In other States there is large scale burking. It is not fair to
go by crime rate, as free registration has led to increase in
crimes reported. What mechanism do you have to ensure a balance
in it?”
The
NCRB’s answer: “Every State ensures free registration
of crimes. Burking of crime is neither permitted nor possible
in a society where envisioned public and media are alert and act
as watchdog. No one can claim that free and fair registration
has led to increase in crime rate. On the contrary, ‘‘transparency”
is maintained in crime reporting. Surveys such as ‘‘crime
victimisation’’ at the state and national levels shall
ensure a balance and can estimate the number of un-reported serious
crimes.
How
very utopian! If it were true, would the state of affairs concerning
‘‘registration of crime’’ have reached
such nadir as to warrant the highest court's intervention! The
worst plague afflicting the police, in reality, is the rampant
malady of non-registration of crime. Commonly referred to as burking
in police parlance, this is something all police departments in
the country suffer from.
‘‘Free
registration’’ is an expression that one hears in
police circles whenever a freak police chief makes it known that
those found ‘‘burking’’ will face disciplinary
action. The Delhi police had its share of good officers —
R D Pandey, Nikhil Kumar, and some others, who concentrated on
solving crime than bothering about increased statistics. Only
to be cried down in the media, where sensationalising the increased
numbers merited more than the quality of policing the citizens
enjoyed. To the politician and the government in power, increasing
statistics are always a bother to answer in Parliament. Inevitably,
such odd chiefs get shown the door quickly, mainly to reinforce
the message that ‘‘free registration’’
and politics cannot go together.
So
the Indian police have a positively bad record for ‘‘burking’’

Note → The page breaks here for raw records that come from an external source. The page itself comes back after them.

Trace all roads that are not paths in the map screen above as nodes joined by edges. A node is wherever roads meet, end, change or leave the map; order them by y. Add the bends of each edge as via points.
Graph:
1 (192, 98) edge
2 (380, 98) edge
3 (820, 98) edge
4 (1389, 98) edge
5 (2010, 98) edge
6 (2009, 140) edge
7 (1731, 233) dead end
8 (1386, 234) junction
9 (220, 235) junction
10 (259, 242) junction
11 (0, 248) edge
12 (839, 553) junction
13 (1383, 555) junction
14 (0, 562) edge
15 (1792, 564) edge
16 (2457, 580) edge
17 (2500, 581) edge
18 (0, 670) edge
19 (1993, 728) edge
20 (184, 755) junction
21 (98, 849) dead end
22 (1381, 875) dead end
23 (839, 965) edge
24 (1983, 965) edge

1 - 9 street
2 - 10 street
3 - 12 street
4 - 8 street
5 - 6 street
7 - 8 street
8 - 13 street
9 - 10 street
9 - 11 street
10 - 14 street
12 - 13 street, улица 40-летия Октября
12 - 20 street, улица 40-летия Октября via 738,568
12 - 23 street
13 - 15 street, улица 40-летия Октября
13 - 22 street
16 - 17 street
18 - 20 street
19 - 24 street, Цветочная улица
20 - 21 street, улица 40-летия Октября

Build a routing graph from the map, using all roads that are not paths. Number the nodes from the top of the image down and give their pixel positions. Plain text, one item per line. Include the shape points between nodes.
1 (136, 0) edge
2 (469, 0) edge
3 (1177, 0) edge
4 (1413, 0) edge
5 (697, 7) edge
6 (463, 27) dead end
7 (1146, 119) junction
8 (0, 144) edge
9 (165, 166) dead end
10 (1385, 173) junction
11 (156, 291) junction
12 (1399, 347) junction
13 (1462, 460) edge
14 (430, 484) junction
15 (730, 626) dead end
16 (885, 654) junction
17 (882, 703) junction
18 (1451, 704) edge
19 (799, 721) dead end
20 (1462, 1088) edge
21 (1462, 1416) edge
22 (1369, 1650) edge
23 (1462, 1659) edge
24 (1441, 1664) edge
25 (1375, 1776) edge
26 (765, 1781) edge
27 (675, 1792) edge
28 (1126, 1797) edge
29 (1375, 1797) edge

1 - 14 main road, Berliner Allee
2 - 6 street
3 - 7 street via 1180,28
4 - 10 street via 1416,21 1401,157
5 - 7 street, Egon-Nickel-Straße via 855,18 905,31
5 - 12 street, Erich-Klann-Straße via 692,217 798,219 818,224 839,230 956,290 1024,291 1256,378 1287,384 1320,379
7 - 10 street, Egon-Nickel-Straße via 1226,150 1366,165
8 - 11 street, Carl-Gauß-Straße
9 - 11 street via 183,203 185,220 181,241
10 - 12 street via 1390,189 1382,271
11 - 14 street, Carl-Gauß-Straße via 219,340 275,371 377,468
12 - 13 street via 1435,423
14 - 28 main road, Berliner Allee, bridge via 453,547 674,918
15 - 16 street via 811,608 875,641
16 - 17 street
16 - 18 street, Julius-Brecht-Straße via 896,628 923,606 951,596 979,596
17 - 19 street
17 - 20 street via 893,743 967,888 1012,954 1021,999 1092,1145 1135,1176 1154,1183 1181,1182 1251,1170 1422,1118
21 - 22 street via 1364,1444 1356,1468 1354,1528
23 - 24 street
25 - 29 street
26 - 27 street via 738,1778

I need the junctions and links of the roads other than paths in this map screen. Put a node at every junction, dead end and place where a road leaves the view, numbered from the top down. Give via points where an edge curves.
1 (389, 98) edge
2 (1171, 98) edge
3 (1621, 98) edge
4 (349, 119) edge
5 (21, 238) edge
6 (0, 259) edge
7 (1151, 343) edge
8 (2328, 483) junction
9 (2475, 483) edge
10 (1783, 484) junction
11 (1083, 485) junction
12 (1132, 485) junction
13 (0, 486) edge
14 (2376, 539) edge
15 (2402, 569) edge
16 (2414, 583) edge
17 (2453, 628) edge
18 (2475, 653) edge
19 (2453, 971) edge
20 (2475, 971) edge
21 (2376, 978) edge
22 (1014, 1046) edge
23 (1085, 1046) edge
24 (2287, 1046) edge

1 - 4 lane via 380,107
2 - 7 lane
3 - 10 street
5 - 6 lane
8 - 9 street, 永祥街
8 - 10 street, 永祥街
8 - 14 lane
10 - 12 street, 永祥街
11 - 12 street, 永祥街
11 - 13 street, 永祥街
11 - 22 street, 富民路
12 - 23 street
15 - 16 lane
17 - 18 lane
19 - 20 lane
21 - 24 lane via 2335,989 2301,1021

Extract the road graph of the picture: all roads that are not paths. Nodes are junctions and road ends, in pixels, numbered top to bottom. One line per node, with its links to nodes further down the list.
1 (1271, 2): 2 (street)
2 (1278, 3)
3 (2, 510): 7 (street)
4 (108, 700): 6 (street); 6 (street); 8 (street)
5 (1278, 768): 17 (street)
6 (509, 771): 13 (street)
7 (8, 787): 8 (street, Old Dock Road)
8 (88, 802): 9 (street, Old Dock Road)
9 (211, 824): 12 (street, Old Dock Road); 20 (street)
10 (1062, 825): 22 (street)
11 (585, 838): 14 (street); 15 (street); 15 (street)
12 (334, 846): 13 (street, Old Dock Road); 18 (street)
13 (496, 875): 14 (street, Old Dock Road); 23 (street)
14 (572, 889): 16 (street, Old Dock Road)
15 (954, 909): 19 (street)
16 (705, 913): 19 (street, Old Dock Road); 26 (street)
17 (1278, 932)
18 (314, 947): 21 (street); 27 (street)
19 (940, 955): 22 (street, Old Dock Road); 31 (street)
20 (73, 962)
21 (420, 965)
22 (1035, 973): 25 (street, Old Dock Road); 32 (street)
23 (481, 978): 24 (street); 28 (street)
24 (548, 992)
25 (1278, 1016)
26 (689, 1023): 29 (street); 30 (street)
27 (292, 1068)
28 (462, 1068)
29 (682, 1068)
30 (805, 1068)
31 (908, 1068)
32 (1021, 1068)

(a favourite expression now to describe ‘‘covering
up’’ or ‘‘burying’’: the choice
word that had its origins in describing a unique form of committing
murder). Burking helps massage statistics so that they look respectable
and uneventful. Police performance evaluation needs to be gauged
by the sense of security the citizens enjoy. Judging it solely
on the basis of crime statistics is inadequate. This encourages
the extremely undesirable practice of refusing to record and investigate
crime. It also fails to give a true picture of the state of law
and order — often leading to disastrous consequences.
When
every aspect — political uncertainty, socio-economic factors
like caste and religion, growing disparity between haves and have-nots,
and particularly the growing population — is conducive to
growth in crime, there is no explanation for any downward slide
in the crime graph attempted constantly to project to a nigh cynical
populace by those in the chair, as their measure of success.
Against
this background, now the matter before the Supreme Court: It is
time the Government is asked the specific measures it can take
to ensure that citizens are not deprived of their basic right
to have complaints registered and investigated. Unless such drastic
measures are contemplated, there is no hope.